LAS VEGAS (KLAS) — Though one of Las Vegas’s oldest hotels is set to shut its doors for good in under 24 hours, parts of its casino are already disappearing.
Tropicana Las Vegas doorman Dean Davis has seen people come and go for 33 years, but recently, he says it’s the poker chips that are coming and going.
“An awful lot of people just looking for memorabilia,” Davis said inside the hotel’s Trago Lounge, talking about an increase in foot traffic within the past month. “They ran out of $1 and $5 chips. All they have are the greens and blacks.”
Signs posted at nearly every roulette, poker and blackjack table inside the 1950s relic show you’re out of luck if trying to buy the cheapest chips. “We are no longer selling $1 & $5 dollar chips until further notice,” they read.
Bally’s Corporation, which currently operates the facility scheduled to shut its doors on Tuesday to make way for the A’s $1.5 billion baseball stadium, confirmed to 8 News Now in a statement Monday that “we have a slight increase in chips not being cashed in.”
The Nevada Gaming Control Board mandates that whatever chips are left after a casino’s closure are destroyed.
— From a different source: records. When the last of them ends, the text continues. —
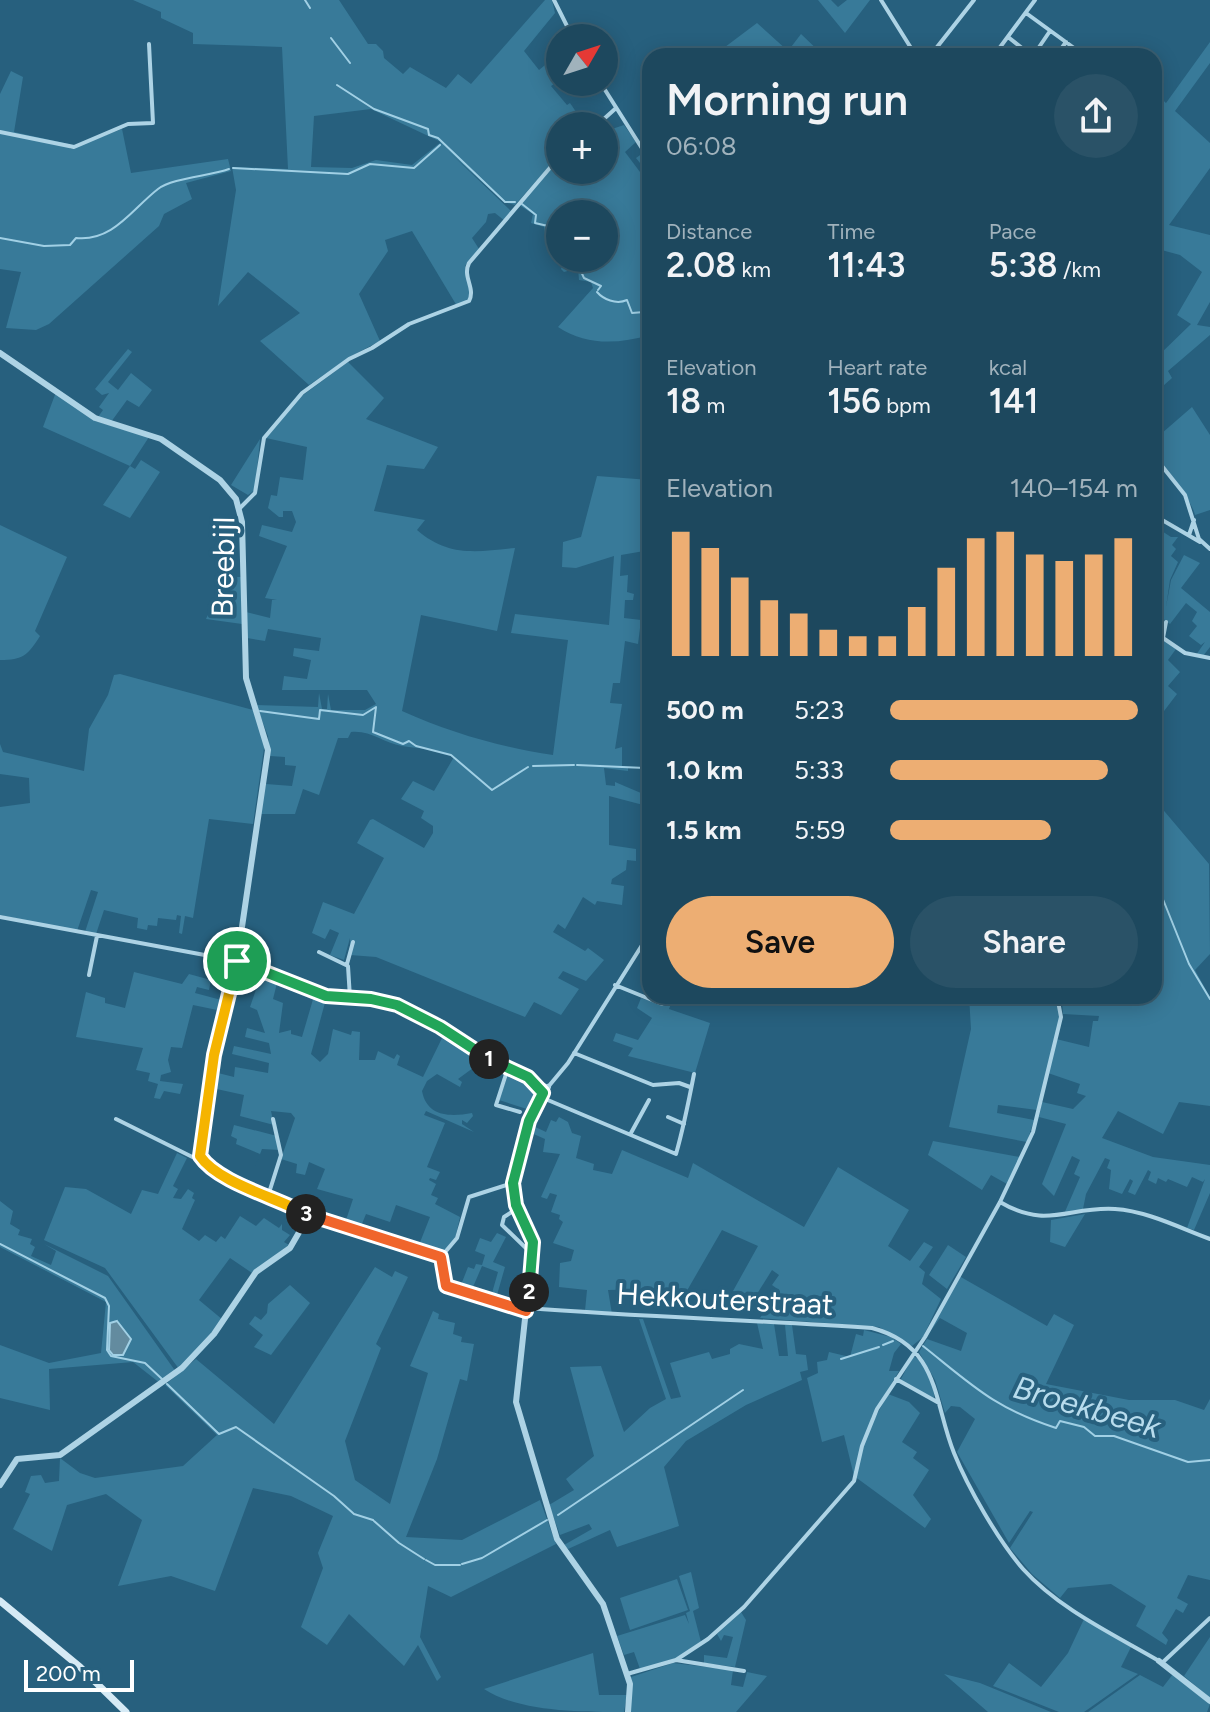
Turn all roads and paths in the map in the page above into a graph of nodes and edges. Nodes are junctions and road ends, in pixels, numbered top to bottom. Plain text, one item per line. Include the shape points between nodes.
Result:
1 (554, 0) edge
2 (881, 0) edge
3 (974, 0) edge
4 (1035, 0) edge
5 (1026, 13) junction
6 (566, 24) edge
7 (1050, 31) junction
8 (1008, 37) junction
9 (1066, 42) junction
10 (149, 44) dead end
11 (911, 48) edge
12 (936, 48) edge
13 (1000, 48) edge
14 (1022, 48) edge
15 (1038, 48) edge
16 (1062, 48) edge
17 (1074, 48) edge
18 (608, 96) edge
19 (615, 109) junction
20 (612, 112) edge
21 (0, 132) edge
22 (642, 149) edge
23 (546, 172) edge
24 (0, 353) edge
25 (1162, 466) edge
26 (240, 508) junction
27 (1162, 520) edge
28 (1194, 520) junction
29 (1189, 535) junction
30 (1202, 543) junction
31 (1210, 549) edge
32 (1166, 622) dead end
33 (1163, 638) joint
34 (1210, 658) edge
35 (0, 917) edge
36 (97, 936) junction
37 (353, 942) dead end
38 (642, 945) edge
39 (319, 952) dead end
40 (237, 961) junction
41 (347, 964) junction
42 (89, 975) dead end
43 (615, 985) junction
44 (642, 996) edge
45 (350, 998) junction
46 (1059, 1004) edge
47 (574, 1053) junction
48 (508, 1068) junction
49 (694, 1074) dead end
50 (690, 1087) junction
51 (544, 1093) junction
52 (649, 1100) dead end
53 (520, 1112) dead end
54 (668, 1117) dead end
55 (116, 1119) dead end
56 (273, 1119) dead end
57 (685, 1124) junction
58 (631, 1133) junction
59 (203, 1160) junction
60 (513, 1183) junction
61 (268, 1196) junction
62 (1000, 1202) junction
63 (518, 1208) junction
64 (309, 1215) junction
65 (1210, 1239) edge
66 (533, 1253) junction
67 (441, 1257) junction
68 (527, 1310) junction
69 (914, 1352) junction
70 (896, 1379) junction
71 (940, 1403) junction
72 (0, 1485) edge
73 (0, 1601) edge
74 (1210, 1618) edge
75 (676, 1660) junction
76 (1160, 1662) junction
77 (744, 1671) dead end
78 (627, 1674) junction
79 (1210, 1701) edge
80 (126, 1712) edge
81 (628, 1712) edge

1 - 6 street
2 - 11 street
3 - 12 street
4 - 5 street
5 - 7 street
5 - 8 street
7 - 9 street
7 - 15 street
8 - 13 street
8 - 14 street
9 - 16 street
9 - 17 street
10 - 21 street via 153,123 128,124 74,147
18 - 19 street
19 - 20 street
19 - 22 street
23 - 26 street, Breebijl via 467,266 472,295 466,303 409,324 296,398 263,440 256,491
24 - 26 street via 95,418 161,439 224,483
25 - 28 street via 1185,495
26 - 40 street, Breebijl via 246,678 268,750
27 - 29 street
28 - 29 street
28 - 30 street
29 - 30 street
30 - 31 street
32 - 33 street
33 - 34 street via 1185,653
35 - 36 street
36 - 40 street
36 - 42 street
37 - 41 street
38 - 43 street
39 - 41 street
40 - 45 street via 306,991
40 - 59 street via 212,1063 199,1143
41 - 45 street
43 - 44 street
43 - 47 street
45 - 48 street via 402,1008
46 - 62 street via 1061,1017 1035,1124
47 - 50 street via 653,1085
47 - 51 street
48 - 51 street via 528,1077
48 - 53 street via 496,1105
49 - 50 street
50 - 57 street
51 - 58 street
51 - 60 street via 529,1121
52 - 58 street
54 - 57 street
55 - 59 street
56 - 61 street via 281,1153
57 - 58 street via 676,1154
59 - 61 street
60 - 63 street
60 - 67 street via 469,1197 457,1238
61 - 64 street
62 - 65 street via 1044,1218 1127,1210
62 - 69 street
63 - 66 street via 531,1234
63 - 66 street via 504,1217 502,1225
64 - 67 street
64 - 72 street via 290,1248 256,1272 214,1334 182,1368 60,1455 17,1459
66 - 68 street
67 - 68 street via 450,1289
68 - 69 street, Hekkouterstraat via 872,1328 893,1335
68 - 78 street via 515,1383 518,1418 557,1539 601,1597
69 - 70 street
69 - 71 street via 931,1374
70 - 71 street
70 - 75 street via 877,1409 848,1490 740,1611
71 - 76 street via 957,1459 1008,1550 1058,1600
73 - 80 main road
74 - 76 street
75 - 77 street
75 - 78 street
76 - 79 street
78 - 81 street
The final customers, whether they’re allowed to or not, are providing them new homes.
Robert McKee – a website designer living in Fort Worth, Texas – is now in possession of a whole rack of Tropicana chips. He got them during his most recent “chip grab.”
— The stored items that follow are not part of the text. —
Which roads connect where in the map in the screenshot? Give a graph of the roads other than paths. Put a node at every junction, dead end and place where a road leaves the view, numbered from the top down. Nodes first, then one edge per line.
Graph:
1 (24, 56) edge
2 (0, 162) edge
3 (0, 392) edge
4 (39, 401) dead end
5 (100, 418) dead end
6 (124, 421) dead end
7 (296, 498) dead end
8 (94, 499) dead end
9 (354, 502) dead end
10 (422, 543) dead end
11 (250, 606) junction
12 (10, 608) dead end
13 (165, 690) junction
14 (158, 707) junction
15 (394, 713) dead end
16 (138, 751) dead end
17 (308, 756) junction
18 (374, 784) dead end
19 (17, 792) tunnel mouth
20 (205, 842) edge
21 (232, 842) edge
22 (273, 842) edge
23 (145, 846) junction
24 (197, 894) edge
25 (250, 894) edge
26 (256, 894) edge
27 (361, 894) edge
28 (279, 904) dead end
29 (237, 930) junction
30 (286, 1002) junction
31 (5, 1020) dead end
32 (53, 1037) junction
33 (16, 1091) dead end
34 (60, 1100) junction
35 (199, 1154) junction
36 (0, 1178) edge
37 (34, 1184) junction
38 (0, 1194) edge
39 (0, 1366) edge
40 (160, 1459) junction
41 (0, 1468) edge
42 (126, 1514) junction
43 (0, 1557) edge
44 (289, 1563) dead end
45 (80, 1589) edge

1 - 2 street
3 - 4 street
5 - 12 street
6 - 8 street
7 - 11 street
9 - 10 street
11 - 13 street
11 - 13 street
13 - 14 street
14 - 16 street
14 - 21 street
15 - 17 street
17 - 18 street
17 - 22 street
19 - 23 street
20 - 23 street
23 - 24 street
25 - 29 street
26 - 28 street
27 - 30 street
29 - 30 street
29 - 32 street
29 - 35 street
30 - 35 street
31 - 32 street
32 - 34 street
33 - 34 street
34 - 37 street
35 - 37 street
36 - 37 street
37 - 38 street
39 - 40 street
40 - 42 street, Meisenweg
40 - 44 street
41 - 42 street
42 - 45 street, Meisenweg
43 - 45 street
“(The dealers) were restricting people from coming up and buying them, so I had to be a little crafty,” McKee said during a virtual interview Monday morning, reminiscing on his mid-March trip to Las Vegas from Texas while holding the chips he obtained then. “I was kind of stealthily dropping these in my lap.”
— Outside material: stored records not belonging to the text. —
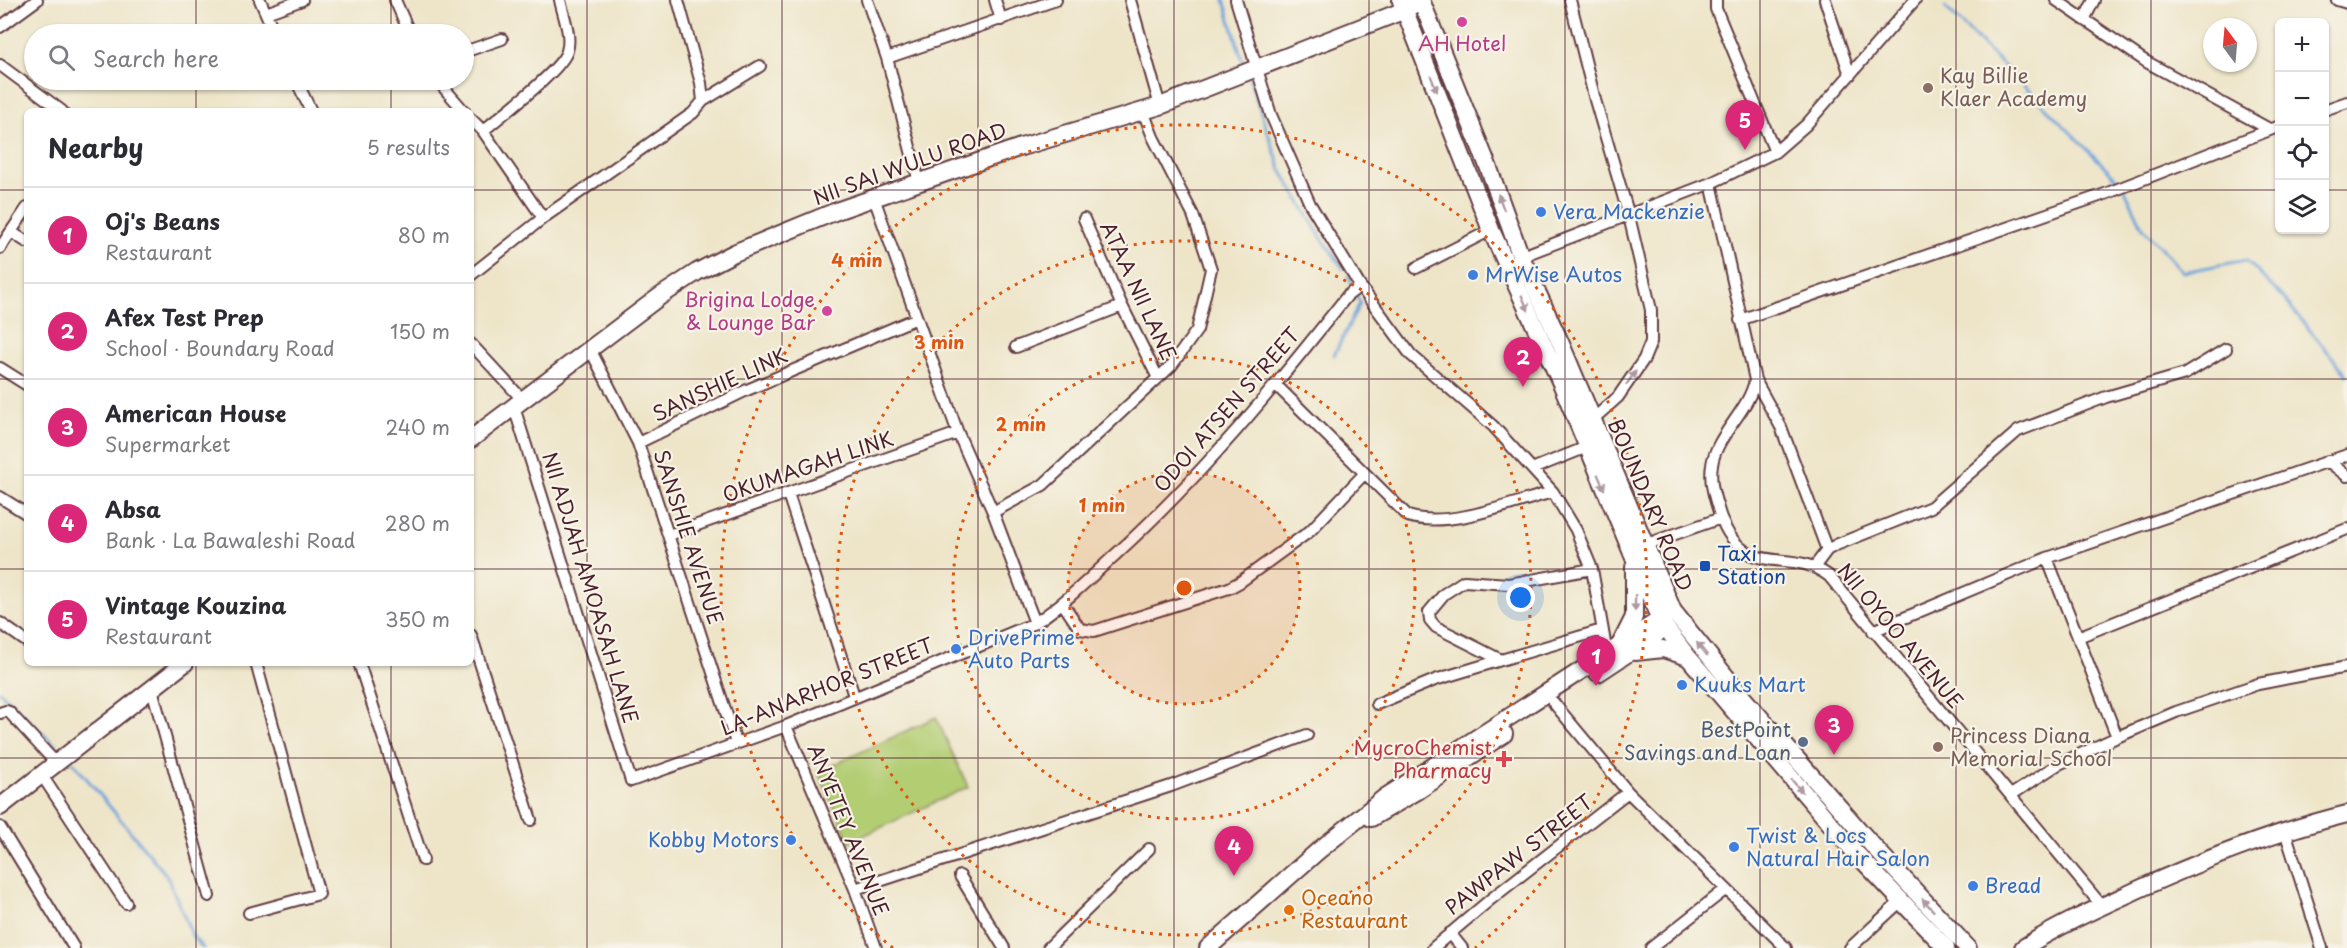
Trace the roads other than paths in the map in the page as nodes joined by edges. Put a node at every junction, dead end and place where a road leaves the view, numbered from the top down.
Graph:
1 (37, 0) edge
2 (260, 0) edge
3 (302, 0) edge
4 (395, 0) edge
5 (560, 0) edge
6 (678, 0) edge
7 (867, 0) edge
8 (995, 0) edge
9 (1056, 0) edge
10 (1130, 0) edge
11 (1236, 0) edge
12 (1421, 0) edge
13 (1570, 0) edge
14 (1716, 0) edge
15 (1825, 0) edge
16 (1915, 0) edge
17 (2056, 0) edge
18 (2094, 0) edge
19 (2337, 0) edge
20 (2347, 3) edge
21 (1403, 5) edge
22 (266, 13) junction
23 (1001, 20) junction
24 (2084, 20) junction
25 (271, 24) edge
26 (406, 24) edge
27 (0, 27) edge
28 (502, 39) dead end
29 (474, 49) edge
30 (887, 58) junction
31 (0, 65) edge
32 (760, 66) dead end
33 (1258, 68) junction
34 (1850, 75) junction
35 (24, 83) edge
36 (34, 90) edge
37 (301, 90) edge
38 (446, 90) edge
39 (702, 101) junction
40 (2347, 102) edge
41 (1160, 106) junction
42 (58, 108) edge
43 (309, 108) edge
44 (461, 108) edge
45 (2329, 109) edge
46 (1143, 111) junction
47 (474, 122) edge
48 (2274, 128) edge
49 (483, 131) junction
50 (1774, 152) junction
51 (919, 182) junction
52 (1711, 183) junction
53 (874, 198) junction
54 (24, 212) edge
55 (1629, 216) junction
56 (543, 218) junction
57 (1084, 219) dead end
58 (1491, 230) junction
59 (11, 232) junction
60 (24, 240) edge
61 (0, 248) edge
62 (1514, 259) junction
63 (1416, 268) dead end
64 (474, 273) edge
65 (1358, 287) junction
66 (1122, 306) junction
67 (917, 318) junction
68 (1740, 320) junction
69 (1016, 347) dead end
70 (474, 348) edge
71 (590, 349) junction
72 (2226, 349) dead end
73 (0, 368) edge
74 (1158, 378) junction
75 (1755, 380) junction
76 (24, 383) edge
77 (1276, 385) junction
78 (518, 404) junction
79 (1591, 421) junction
80 (958, 434) junction
81 (474, 437) edge
82 (638, 443) junction
83 (1587, 447) junction
84 (2347, 454) edge
85 (2328, 461) junction
86 (1532, 469) junction
87 (1364, 474) junction
88 (2347, 476) edge
89 (1553, 492) junction
90 (788, 494) junction
91 (0, 497) edge
92 (24, 512) edge
93 (993, 512) junction
94 (1721, 518) junction
95 (2347, 529) edge
96 (669, 535) junction
97 (1827, 550) junction
98 (1639, 551) junction
99 (2047, 558) junction
100 (1815, 566) junction
101 (1592, 569) junction
102 (1063, 604) junction
103 (1669, 620) junction
104 (0, 623) edge
105 (1035, 623) junction
106 (1602, 630) junction
107 (1873, 631) junction
108 (2078, 637) junction
109 (24, 640) edge
110 (474, 644) edge
111 (1619, 650) junction
112 (1688, 657) junction
113 (1501, 660) junction
114 (181, 666) edge
115 (257, 666) edge
116 (360, 666) edge
117 (2347, 667) edge
118 (152, 689) junction
119 (854, 696) junction
120 (1553, 702) junction
121 (1377, 704) dead end
122 (0, 713) edge
123 (786, 726) junction
124 (1307, 735) dead end
125 (2117, 737) junction
126 (736, 743) junction
127 (56, 763) junction
128 (41, 774) junction
129 (631, 781) joint
130 (1628, 792) junction
131 (2011, 795) junction
132 (0, 807) edge
133 (2347, 814) edge
134 (531, 820) dead end
135 (1353, 825) junction
136 (0, 827) edge
137 (2285, 831) junction
138 (1149, 849) dead end
139 (423, 860) dead end
140 (960, 876) dead end
141 (855, 889) junction
142 (1726, 889) junction
143 (210, 896) dead end
144 (1901, 901) junction
145 (126, 903) dead end
146 (2102, 906) junction
147 (249, 913) dead end
148 (1450, 933) junction
149 (75, 948) edge
150 (876, 948) edge
151 (1004, 948) edge
152 (1048, 948) edge
153 (1208, 948) edge
154 (1432, 948) edge
155 (1462, 948) edge
156 (1651, 948) edge
157 (1786, 948) edge
158 (1850, 948) edge
159 (1946, 948) edge
160 (1968, 948) edge
161 (2023, 948) edge
162 (2322, 948) edge

1 - 27 street
2 - 22 street
3 - 22 street
4 - 26 street
5 - 49 street
6 - 39 street
7 - 30 street
8 - 23 street
9 - 23 street
10 - 41 street
11 - 33 street
12 - 21 main road, NII SAI WULU ROAD
62 -> 12 main road, BOUNDARY ROAD
13 - 55 street
14 - 50 street
15 - 34 street
16 - 34 street
17 - 24 street
18 - 24 street
19 - 20 street
21 - 33 main road, NII SAI WULU ROAD
21 -> 58 main road, BOUNDARY ROAD
22 - 25 street
23 - 30 street
24 - 48 street
28 - 29 street
30 - 51 street
31 - 35 street
32 - 39 street
33 - 41 main road, NII SAI WULU ROAD
33 - 65 street
34 - 50 street
36 - 42 street
37 - 43 street
38 - 44 street
39 - 56 street
40 - 45 street
41 - 46 main road, NII SAI WULU ROAD
46 - 51 main road, NII SAI WULU ROAD
46 - 74 street
47 - 49 street
48 - 68 street
49 - 56 street
50 - 52 street
51 - 53 main road, NII SAI WULU ROAD
52 - 55 street
52 - 68 street
53 - 67 street
53 - 71 main road, NII SAI WULU ROAD
54 - 59 street
55 - 62 street
79 -> 55 street
56 - 64 street
57 - 66 street, ATAA NII LANE
58 - 62 main road, BOUNDARY ROAD
58 - 63 street
59 - 60 street
59 - 61 street
62 - 79 main road, BOUNDARY ROAD
62 -> 83 main road, BOUNDARY ROAD
65 - 77 street, ODOI ATSEN STREET
65 - 86 street
66 - 69 street
66 - 74 street, ATAA NII LANE
67 - 80 street
67 - 82 street, SANSHIE LINK
68 - 75 street
70 - 78 street
71 - 78 main road, NII SAI WULU ROAD
71 - 82 street, SANSHIE AVENUE
72 - 97 street
73 - 76 street
74 - 93 street
75 - 94 street, NII OYOO AVENUE
75 - 97 street
77 - 87 street
77 - 102 street, ODOI ATSEN STREET
78 - 81 main road, NII SAI WULU ROAD
78 - 129 street, NII ADJAH AMOASAH LANE
79 - 98 main road, BOUNDARY ROAD
80 - 90 street, OKUMAGAH LINK
80 - 93 street
82 - 96 street, SANSHIE AVENUE
83 - 86 street
83 -> 98 main road, BOUNDARY ROAD
84 - 85 street
85 - 88 street
85 - 99 street
86 - 89 street
87 - 89 street
87 - 102 street
89 - 101 street
90 - 96 street, OKUMAGAH LINK
90 - 119 street
91 - 92 street
93 - 105 street
94 - 98 street
94 - 100 street, NII OYOO AVENUE
95 - 108 street
96 - 126 street, SANSHIE AVENUE
97 - 100 street
98 - 103 main road, BOUNDARY ROAD
98 -> 111 main road
99 - 107 street
99 - 108 street
100 - 107 street, NII OYOO AVENUE
101 - 106 street
101 - 113 street
102 - 105 street, ODOI ATSEN STREET
103 - 111 main road
103 - 112 main road, BOUNDARY ROAD
160 -> 103 main road, BOUNDARY ROAD
104 - 109 street
105 - 119 street, LA-ANARHOR STREET
106 - 111 street
106 - 113 street
107 - 131 street, NII OYOO AVENUE
108 - 125 street
110 - 134 street
111 - 112 main road
111 - 120 main road
111 - 135 main road
112 -> 144 main road, BOUNDARY ROAD
113 - 121 street
114 - 118 main road
115 - 147 street
116 - 139 street
117 - 125 street
118 - 127 main road
118 - 143 street
119 - 123 street, LA-ANARHOR STREET
120 - 130 street
120 - 135 main road
122 - 127 street
123 - 126 street, LA-ANARHOR STREET
123 - 141 street, ANYETEY AVENUE
124 - 141 street
125 - 131 street
126 - 129 street, LA-ANARHOR STREET
127 - 128 main road
128 - 132 main road
128 - 145 street
130 - 142 street
130 - 148 street, PAWPAW STREET
131 - 146 street, NII OYOO AVENUE
133 - 137 main road
135 - 153 main road
136 - 149 street
137 - 146 main road
137 - 162 street
138 - 152 street
140 - 151 street
141 - 150 street, ANYETEY AVENUE
142 - 156 street
142 - 157 street
144 - 158 street
144 - 159 main road, BOUNDARY ROAD
146 - 161 main road
148 - 154 street, PAWPAW STREET
148 - 155 street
McKee’s collection has grown over the decades since his undergrad years at UNLV in the early 90s. From The Castaways Hotel to The Desert Inn Casino, he began collecting chips ahead of a property’s closure since the 1993 implosion of The Dunes.
“The year I went to UNLV was, like, kind of the genesis of all these mega resorts and also it started the trend of all these mega implosions,” McKee said. “eBay comes around a couple of years later and I see these things for $50 apiece, and I was like, ‘huh, why did I not buy a rack of those.’”
Chips, like those in McKee’s collection, are listed online for a multitude more than what first purchased for. Even before the hotel’s closure, a $1 chip from the Tropicana Las Vegas was listed at twenty-seven times its purchase value.
McKee shares in this profit, some chips of his going as high as $85 a piece online. Of the 300 chips he says he acquired prior to the 2016 implosion of The Riviera Hotel & Casino, he sold 275 of them.
“(I) sell them one at a time or stacks of 10,” McKee said. “Someone’s always going to take them off your hands for at least what you paid for them, so you really can’t lose.”
But, what doesn’t sell remains a glimpse of history in his back pocket.
“Even though it’s kind of quasi-money, it held a value at one point,” McKee said. “People played, you know, decades of blackjack with these things. So, it’s kind of cool.”
Those in possession of unwanted poker trips from Tropicana Las Vegas have through mid-summer to cash in, if they want to. The Bally’s Corporation spokesperson cause The OYO Hotel just next door to the property will redeem these chips through July 31, 2024.